A crise libanesa não é o futuro mecânico do Ocidente. Mas pode ser o sinal de alarme extremo: o de um estado que substitui permanentemente a dívida por decisões políticas, até o dia em que a confiança desaparece.

Os pequenos países às vezes sabem antes das grandes doenças que mais tarde ameaçam o resto do mundo.

O Líbano pode ser um desses.

Desde 2019, temos visto a crise financeira libanesa como um desastre essencialmente local: má governança, corrupção, déficits crônicos, um Estado incapaz de reformar, o Banco do Líbano ter estendido o prazo por mecanismos financeiros cada vez mais complexos, bancos privados terem concentrado uma parte considerável de seus ativos no estado e no banco central.

Tudo isto é verdade.

Mas e se o Líbano não foi apenas um acidente?

Se também fosse um aviso?

E se, por trás das peculiaridades libanesas, um mecanismo muito mais universal está escondido: o de um Estado que gasta mais tempo do que ganha, pede emprestado para repelir decisões difíceis, conduz gradualmente o seu sistema financeiro em sua própria dívida, então um dia descobre que os mercados não querem mais financiar o que eles ainda financiavam no dia anterior?

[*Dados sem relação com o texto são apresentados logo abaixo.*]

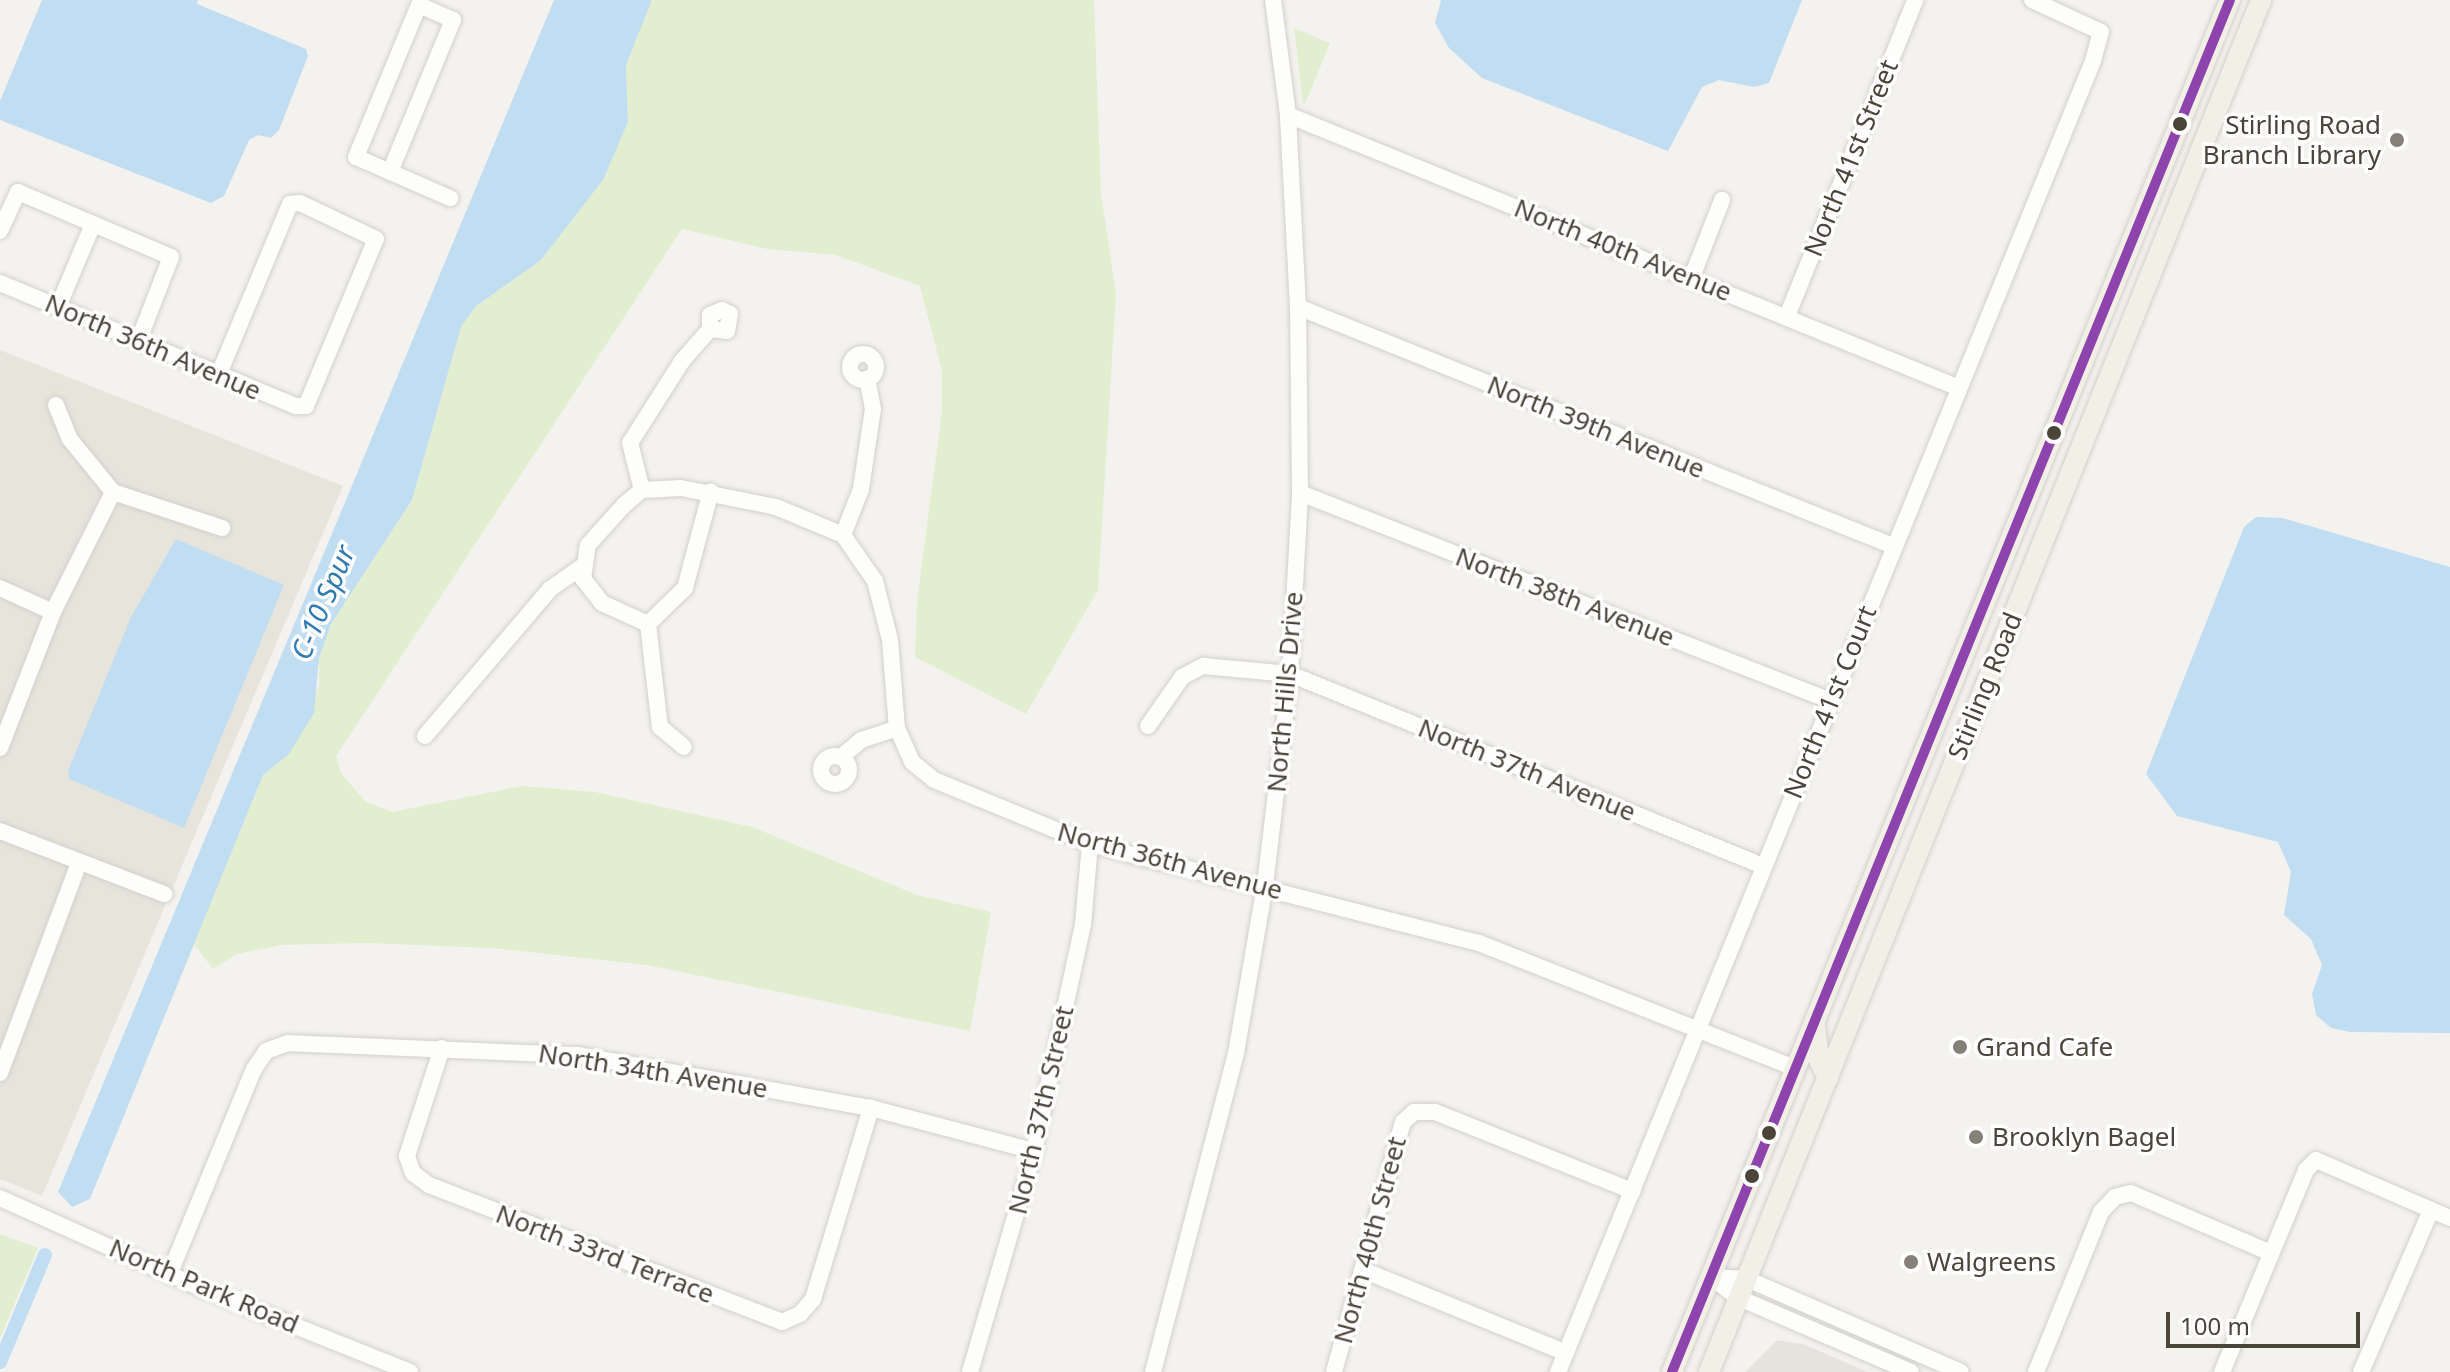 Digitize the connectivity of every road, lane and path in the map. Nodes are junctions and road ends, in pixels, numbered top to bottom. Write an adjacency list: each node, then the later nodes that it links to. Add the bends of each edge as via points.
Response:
1 (1273, 0): 7 (street, North Hills Drive)
2 (1915, 0): 17 (street, North 41st Street)
3 (2032, 0): 24 (street, North 41st Court, via 2101,32)
4 (2230, 0): 20 (main road, Stirling Road)
5 (2261, 0): 21 (main road, Stirling Road)
6 (420, 3): 8 (street, via 453,20); 8 (street, via 356,157)
7 (1288, 115): 13 (street, North 40th Avenue); 16 (street, North Hills Drive)
8 (390, 172): 9 (street)
9 (450, 198)
10 (1722, 200): 13 (street)
11 (93, 224): 12 (street, via 18,192); 15 (street); 19 (street, via 171,257)
12 (0, 231)
13 (1692, 277): 17 (street, North 40th Avenue)
14 (0, 283): 15 (street, North 36th Avenue)
15 (58, 307): 19 (street, North 36th Avenue)
16 (1298, 307): 29 (street, North Hills Drive); 33 (street, North 39th Avenue)
17 (1787, 316): 24 (street, North 40th Avenue)
18 (710, 329): 26 (street, via 682,361 630,443)
19 (138, 342): 22 (street, North 36th Avenue)
20 (2090, 344): 21 (main road); 30 (main road, Stirling Road)
21 (2117, 356): 34 (main road, Stirling Road)
22 (219, 374): 22 (street, North 36th Avenue, via 290,204 300,203 376,239 306,406)
23 (867, 379): 32 (street, via 873,409 861,489)
24 (1957, 387): 33 (street, North 41st Court)
25 (56, 405): 28 (street, via 69,438)
26 (642, 490): 27 (street); 35 (street, via 607,520 588,545)
27 (711, 491): 32 (street, via 776,507); 38 (street, via 685,588)
28 (113, 492): 31 (street); 37 (street)
29 (1300, 493): 39 (street, North Hills Drive); 40 (street, North 38th Avenue)
30 (2021, 514): 34 (main road, via 2033,524); 53 (main road, Stirling Road)
31 (222, 528)
32 (843, 535): 42 (street, North 36th Avenue, via 875,581 890,640)
33 (1893, 546): 40 (street, North 41st Court)
34 (2035, 560): 58 (main road, Stirling Road)
35 (583, 566): 38 (street, via 583,579 602,603); 43 (street, via 550,589)
36 (0, 588): 37 (street)
37 (53, 612): 45 (street)
38 (648, 624): 44 (street, via 660,727)
39 (1290, 674): 41 (street, North 37th Avenue, via 1203,666 1182,677); 50 (street, North 37th Avenue); 51 (street, North Hills Drive)
40 (1831, 701): 50 (street, North 41st Court)
41 (1148, 726)
42 (897, 728): 46 (street, via 861,740); 48 (street, North 36th Avenue, via 912,762 934,780)
43 (425, 736)
44 (684, 747)
45 (0, 748)
46 (841, 757)
47 (0, 831): 49 (street)
48 (1090, 844): 51 (street, North 36th Avenue); 60 (street, North 37th Street, via 1083,925)
49 (78, 865): 52 (street); 57 (street)
50 (1763, 866): 54 (street, North 41st Court)
51 (1265, 885): 54 (street, North 36th Avenue, via 1479,943); 74 (street, North Hills Drive, via 1218,1131)
52 (164, 894)
53 (1814, 1022): 56 (main road, Stirling Road); 58 (main road, via 1819,1060)
54 (1698, 1027): 56 (street, North 36th Avenue); 61 (street, North 41st Court)
55 (442, 1048): 59 (street, North 34th Avenue, via 578,1055); 59 (street, North 33rd Terrace, via 407,1156 413,1173 429,1185 782,1322 800,1314 813,1299); 67 (street, North 34th Avenue, via 288,1043 266,1051)
56 (1795, 1068): 68 (main road, Stirling Road)
57 (0, 1073)
58 (1828, 1078): 69 (main road, Stirling Road)
59 (871, 1108): 60 (street, North 34th Avenue)
60 (1034, 1151): 73 (street, North 37th Street)
61 (1633, 1191): 66 (street, North 40th Street, via 1435,1112 1414,1112 1403,1122); 70 (street, North 41st Court)
62 (0, 1198): 67 (street, North Park Road)
63 (2431, 1210): 64 (street); 65 (street, via 2316,1160 2306,1170); 82 (street)
64 (2450, 1218)
65 (2271, 1253): 80 (street, via 2131,1193 2115,1197 2101,1212); 81 (street)
66 (1363, 1270): 70 (street); 75 (street, North 40th Street)
67 (169, 1275): 72 (street, North Park Road)
68 (1711, 1277): 69 (street); 77 (main road, Stirling Road)
69 (1743, 1289): 71 (street); 78 (main road, Stirling Road); 79 (street)
70 (1566, 1353): 76 (street, North 41st Court)
71 (1955, 1371)
72 (410, 1372)
73 (970, 1372)
74 (1153, 1372)
75 (1334, 1372)
76 (1558, 1372)
77 (1672, 1372)
78 (1709, 1372)
79 (1911, 1372)
80 (2036, 1372)
81 (2222, 1372)
82 (2361, 1372)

Uma crise de dívida raramente começa no dia em que falta dinheiro. Ela começa muito antes. Começa quando a política se recusa a escolher.

O triângulo fatal: estado – banco central – bancos

Para entender o que poderia fazer da experiência libanesa uma premonitória é preciso voltar à sua arquitetura.

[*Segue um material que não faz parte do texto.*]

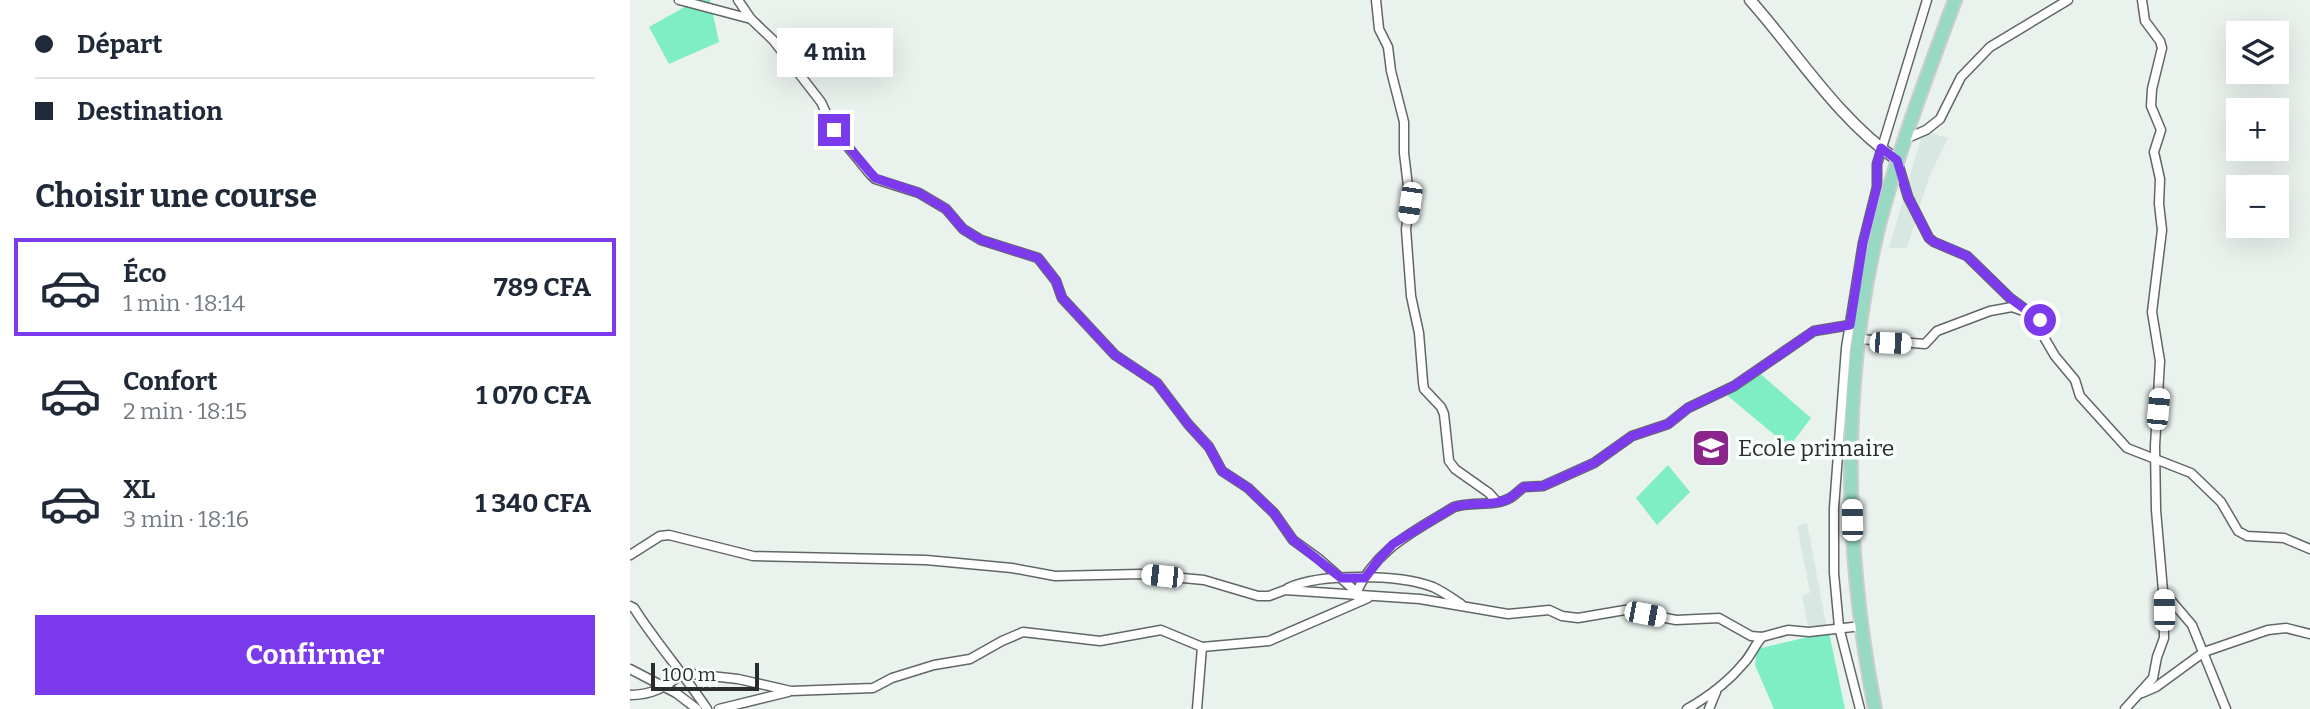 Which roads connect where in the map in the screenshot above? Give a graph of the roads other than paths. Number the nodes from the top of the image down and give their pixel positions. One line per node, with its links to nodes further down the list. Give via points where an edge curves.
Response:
1 (680, 0): 9 (street)
2 (738, 0): 9 (street)
3 (1376, 0): 17 (street, via 1379,29 1388,47 1404,122 1411,296 1424,388 1444,414 1449,461)
4 (1750, 0): 11 (street, via 1835,103)
5 (1927, 0): 11 (street)
6 (1955, 0): 10 (main road)
7 (2068, 0): 10 (street, via 1990,47 1961,78 1940,120)
8 (2142, 0): 16 (street, via 2145,21 2162,48 2151,106 2161,130 2154,152 2162,230 2152,312 2160,361)
9 (751, 19): 20 (street, via 821,102 834,130 870,174 946,209 963,229 981,240 1038,258 1056,281 1062,298 1115,355 1157,383 1209,447 1222,471 1248,488 1293,540)
10 (1905, 139): 12 (main road)
11 (1881, 148): 12 (street); 14 (street)
12 (1897, 160): 13 (street, via 1908,197 1929,238 1967,256); 15 (main road, via 1880,223)
13 (2032, 314): 15 (street, via 2012,307 1990,311 1937,331 1925,344); 16 (street, via 2042,324 2055,356 2075,380 2080,396 2127,448)
14 (1850, 325): 17 (street, via 1814,331 1668,424 1632,436 1594,463 1543,486 1524,487); 30 (street, via 1834,508)
15 (1860, 340): 29 (main road, via 1851,455 1852,541)
16 (2155, 459): 18 (street, via 2199,480 2221,502 2238,531 2247,536 2284,538); 23 (street)
17 (1497, 502): 21 (street, via 1454,507 1393,544)
18 (2310, 549)
19 (630, 555): 22 (street, via 660,536 670,535 753,556 926,560 1055,576 1140,574 1204,580 1258,596)
20 (1341, 578): 21 (street); 22 (street); 24 (street)
21 (1365, 578): 24 (street); 27 (street, via 1432,587)
22 (1285, 590): 24 (street)
23 (2164, 591): 34 (street, via 2192,625); 41 (street, via 2164,638 2153,678)
24 (1358, 595): 25 (street); 28 (street)
25 (1371, 597): 27 (street); 28 (street)
26 (630, 606): 36 (street)
27 (1465, 606): 32 (street, via 1508,614 1549,610 1578,618 1625,610 1676,620 1719,618 1751,636)
28 (1348, 607): 33 (street, via 1269,641)
29 (1861, 626): 30 (street); 49 (main road)
30 (1839, 627): 32 (street); 48 (street)
31 (2310, 635): 34 (street, via 2277,628)
32 (1762, 637): 38 (street, via 1745,663)
33 (1202, 647): 39 (street, via 1161,630 1100,641 1023,632 970,659 934,665 873,688); 45 (street)
34 (2204, 652): 41 (street, via 2157,687); 51 (street)
35 (630, 669): 37 (street)
36 (683, 673): 37 (street); 39 (street); 43 (street)
37 (666, 687): 40 (street); 42 (street)
38 (1717, 689): 46 (street); 47 (street)
39 (791, 691): 44 (street)
40 (630, 695)
41 (2137, 695): 50 (street)
42 (697, 709)
43 (707, 709)
44 (719, 709)
45 (1197, 709)
46 (1687, 709)
47 (1709, 709)
48 (1860, 709)
49 (1875, 709)
50 (2125, 709)
51 (2226, 709)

Durante anos, o Estado libanês tem acumulado déficits públicos e dívida.

Por conseguinte, era necessário financiar esse Estado.

Os bancos libaneses recolheram poupanças e depósitos, incluindo os da diáspora. Uma parte considerável destes recursos destinaram-se directa ou indirectamente ao Banco do Líbano e à dívida soberana.

O Banco do Líbano, por sua vez, financiou o sistema público e apoiou uma paridade fixa da libra com o dólar que tinha se tornado cada vez mais caro.

O sistema poderia assim dar uma impressão notável de estabilidade.

Os bancos estavam a trabalhar. Os juros foram pagos. A moeda parecia estável. Os depositantes receberam retornos generosos. O estado continuou a viver além de seus meios.

E como o desastre não aconteceu, todos puderam concluir que o sistema estava funcionando.

Até ao dia em que parou de trabalhar.

Quando as entradas de capital se secaram em 2019, todo o edifício apareceu pelo que se tornou: uma única cadeia de créditos ligando o depositante ao seu banco, o banco ao Banco do Líbano e o Banco do Líbano, direta ou indiretamente, a um estado que estava em dívida.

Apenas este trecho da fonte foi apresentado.